PROMPT:
The answer must be every line below that contains the string "Rancho".
*** AVAILABLE DATA ***
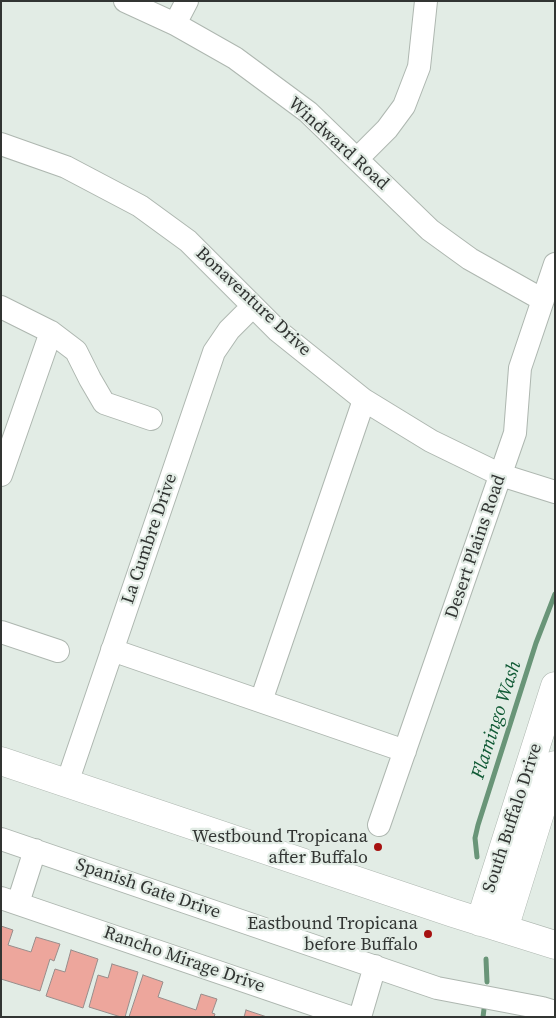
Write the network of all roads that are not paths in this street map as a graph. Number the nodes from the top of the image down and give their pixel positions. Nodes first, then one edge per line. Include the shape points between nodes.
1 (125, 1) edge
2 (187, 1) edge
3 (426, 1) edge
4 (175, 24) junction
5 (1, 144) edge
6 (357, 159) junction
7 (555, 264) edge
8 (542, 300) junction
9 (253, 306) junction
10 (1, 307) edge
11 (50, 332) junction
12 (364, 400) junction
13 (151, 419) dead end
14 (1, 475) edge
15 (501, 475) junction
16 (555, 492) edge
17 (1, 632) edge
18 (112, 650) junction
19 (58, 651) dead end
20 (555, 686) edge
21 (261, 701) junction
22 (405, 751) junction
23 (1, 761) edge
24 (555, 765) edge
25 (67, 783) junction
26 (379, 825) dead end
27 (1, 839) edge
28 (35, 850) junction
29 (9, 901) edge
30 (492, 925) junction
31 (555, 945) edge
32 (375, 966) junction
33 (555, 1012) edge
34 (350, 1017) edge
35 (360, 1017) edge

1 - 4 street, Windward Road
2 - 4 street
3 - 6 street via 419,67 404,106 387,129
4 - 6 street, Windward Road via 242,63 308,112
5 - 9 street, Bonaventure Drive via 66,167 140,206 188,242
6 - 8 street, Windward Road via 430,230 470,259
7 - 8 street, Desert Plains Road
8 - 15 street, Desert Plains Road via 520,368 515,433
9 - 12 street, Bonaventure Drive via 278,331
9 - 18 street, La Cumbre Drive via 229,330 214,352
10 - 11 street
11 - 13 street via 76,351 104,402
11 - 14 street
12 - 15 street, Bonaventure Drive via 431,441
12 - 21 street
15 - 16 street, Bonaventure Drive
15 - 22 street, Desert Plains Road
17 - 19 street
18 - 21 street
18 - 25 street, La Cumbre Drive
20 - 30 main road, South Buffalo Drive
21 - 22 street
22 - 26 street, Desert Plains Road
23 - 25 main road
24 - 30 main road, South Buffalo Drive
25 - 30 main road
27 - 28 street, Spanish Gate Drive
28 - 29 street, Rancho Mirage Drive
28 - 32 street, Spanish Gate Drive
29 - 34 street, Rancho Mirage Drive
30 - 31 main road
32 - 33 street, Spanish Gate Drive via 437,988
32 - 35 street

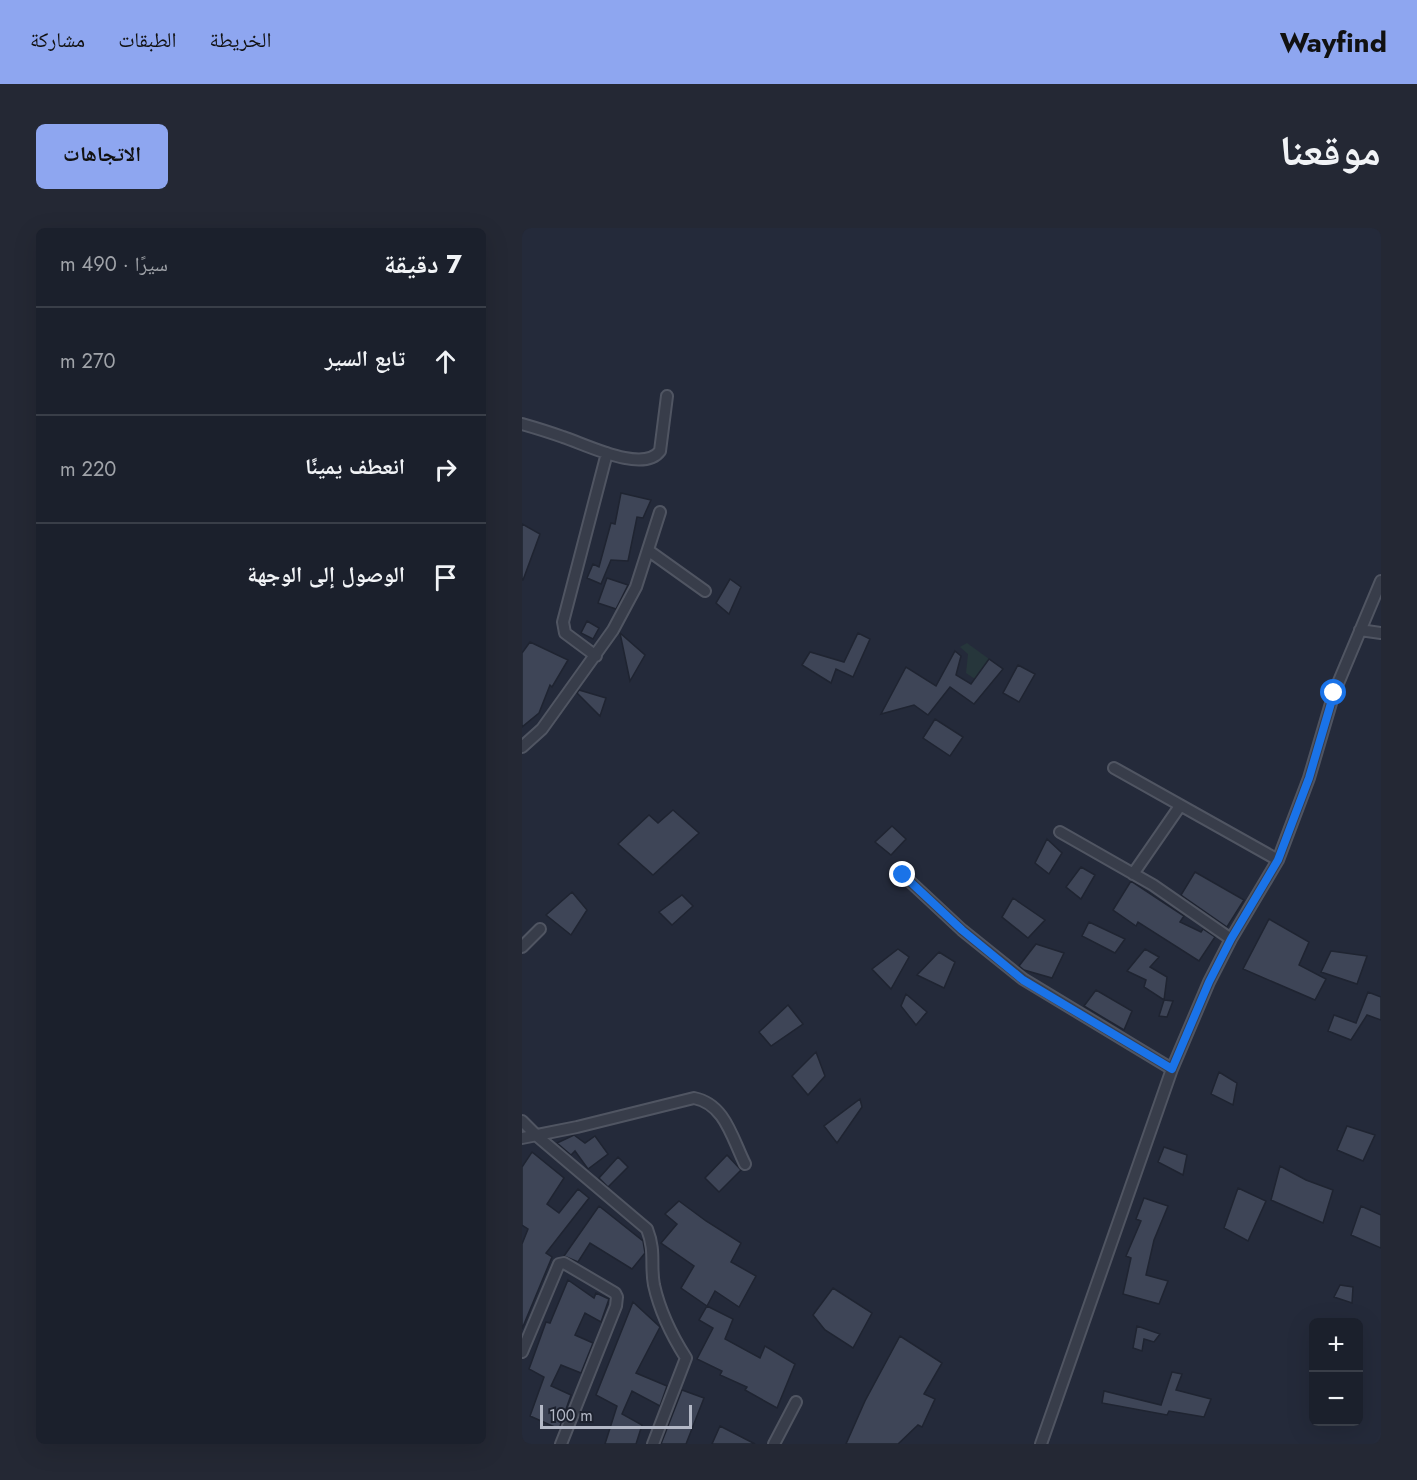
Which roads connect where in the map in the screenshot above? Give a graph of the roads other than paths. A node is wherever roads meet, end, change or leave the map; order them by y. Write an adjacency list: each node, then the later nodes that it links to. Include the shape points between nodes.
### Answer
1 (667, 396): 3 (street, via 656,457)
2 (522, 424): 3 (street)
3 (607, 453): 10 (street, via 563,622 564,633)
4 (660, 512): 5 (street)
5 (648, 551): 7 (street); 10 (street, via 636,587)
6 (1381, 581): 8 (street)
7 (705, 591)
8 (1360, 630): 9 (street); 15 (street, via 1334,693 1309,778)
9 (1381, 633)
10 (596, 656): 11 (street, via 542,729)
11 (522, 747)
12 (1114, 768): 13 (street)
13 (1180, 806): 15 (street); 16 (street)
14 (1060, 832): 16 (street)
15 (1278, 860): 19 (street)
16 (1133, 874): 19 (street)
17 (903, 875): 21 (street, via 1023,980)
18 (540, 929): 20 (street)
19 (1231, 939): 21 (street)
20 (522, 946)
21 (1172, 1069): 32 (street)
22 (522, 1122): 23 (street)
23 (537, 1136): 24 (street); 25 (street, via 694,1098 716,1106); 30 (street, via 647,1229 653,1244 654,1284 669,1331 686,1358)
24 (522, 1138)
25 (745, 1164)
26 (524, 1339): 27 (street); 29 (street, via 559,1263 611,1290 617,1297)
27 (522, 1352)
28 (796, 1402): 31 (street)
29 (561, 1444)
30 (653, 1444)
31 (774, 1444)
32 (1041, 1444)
***
YOUR SOLUTION:
28 - 29 street, Rancho Mirage Drive
29 - 34 street, Rancho Mirage Drive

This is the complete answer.